In college, I heard of a teacher who would pass out a bulletin entitled, How to Fail this Class. His hope was that students would read it, learn to identify common traps, and do the opposite. I hope that you will use this post in a similar manner. All of the items are commonsense. Yet, people continue to fall into these traps daily. I have been guilty of doing a few of them myself, and I bet you have too. If you have been around an excessive amount of disagreements this week, you can use this list to make sure you are not a part of the problem.
Here are five quick and easy ways to initiate an argument:
1. Adopt a one-size-fits-all approach.
Imagine walking into your favorite department store and discovering that all of the clothes are the exact same size. When you ask the clerk about this he states, “Yes, this is a very popular size, so it’s now the only one we carry.” Chances are if you stayed in that department store long enough, you would hear a number of arguments take place. In fact, you might even get into a disagreement with the manager yourself.

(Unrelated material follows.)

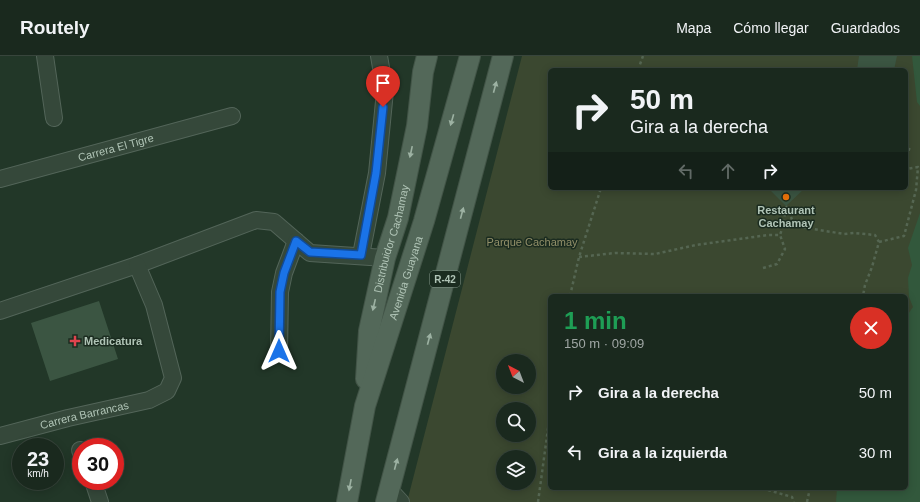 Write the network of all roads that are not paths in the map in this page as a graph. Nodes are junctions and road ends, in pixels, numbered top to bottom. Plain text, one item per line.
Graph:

Of course, department stores don’t take a one-size-fits-all approach. They value our business far too much. Yet, people take a one-size-fits-all approach to problem solving every day. When giving advice, it is common for people to recommend their solution as, “the right way.” As you can imagine, a rigid approach to problem solving is an excellent way to pick a fight.
2. Use the words “always” and “never”.
Use the words “always” and “never”, and you will find yourself caught up in argument before finishing your sentence. These words lead to responses like, “I don’t always ________ (fill in the blank with whatever topic you would like to argue about). Do you remember that time two years ago? I didn’t do that then!” “Always” and “never” are strong words that invite people to find an exception to the rule.
3. Say, “You’re wrong.”
Dale Carnagie’s book, How to Win Friends and Influence People, suggests eliminating the words “You’re wrong” from one’s vocabulary. These words are difficult to accept and lead to defensiveness. Saying, “You’re wrong” is another simple way to begin a heated conversation.
4. Don’t listen in a way that makes the other person feel heard.
Have you ever told someone, “You’re not listening to me”, only to have him or her parrot back your exact words? This can be incredibly frustrating. There is a big difference between having someone listen to your words, and consider what you are saying. Averting eye contact, rolling one’s eyes, and an eagerness to speak, are all ways of communicating, “I’ve made up my mind. I don’t really care what you have to say, and am only interested in convincing you that I am right.”
5. Keep engaging with an angry person.
Arguments have secondary gains. They are exciting, engaging, and attract attention. Therapists use the word “maladaptive” to describe these types of behaviors. Engaging in frequent arguments is harmful, but also serves a purpose. If you seek out an angry person and engage with him or her long enough, an argument is sure to take place.
Understanding why arguments start is a great first step in reducing them. While not all disagreements are bad, arguing frequently is stressful and unhealthy.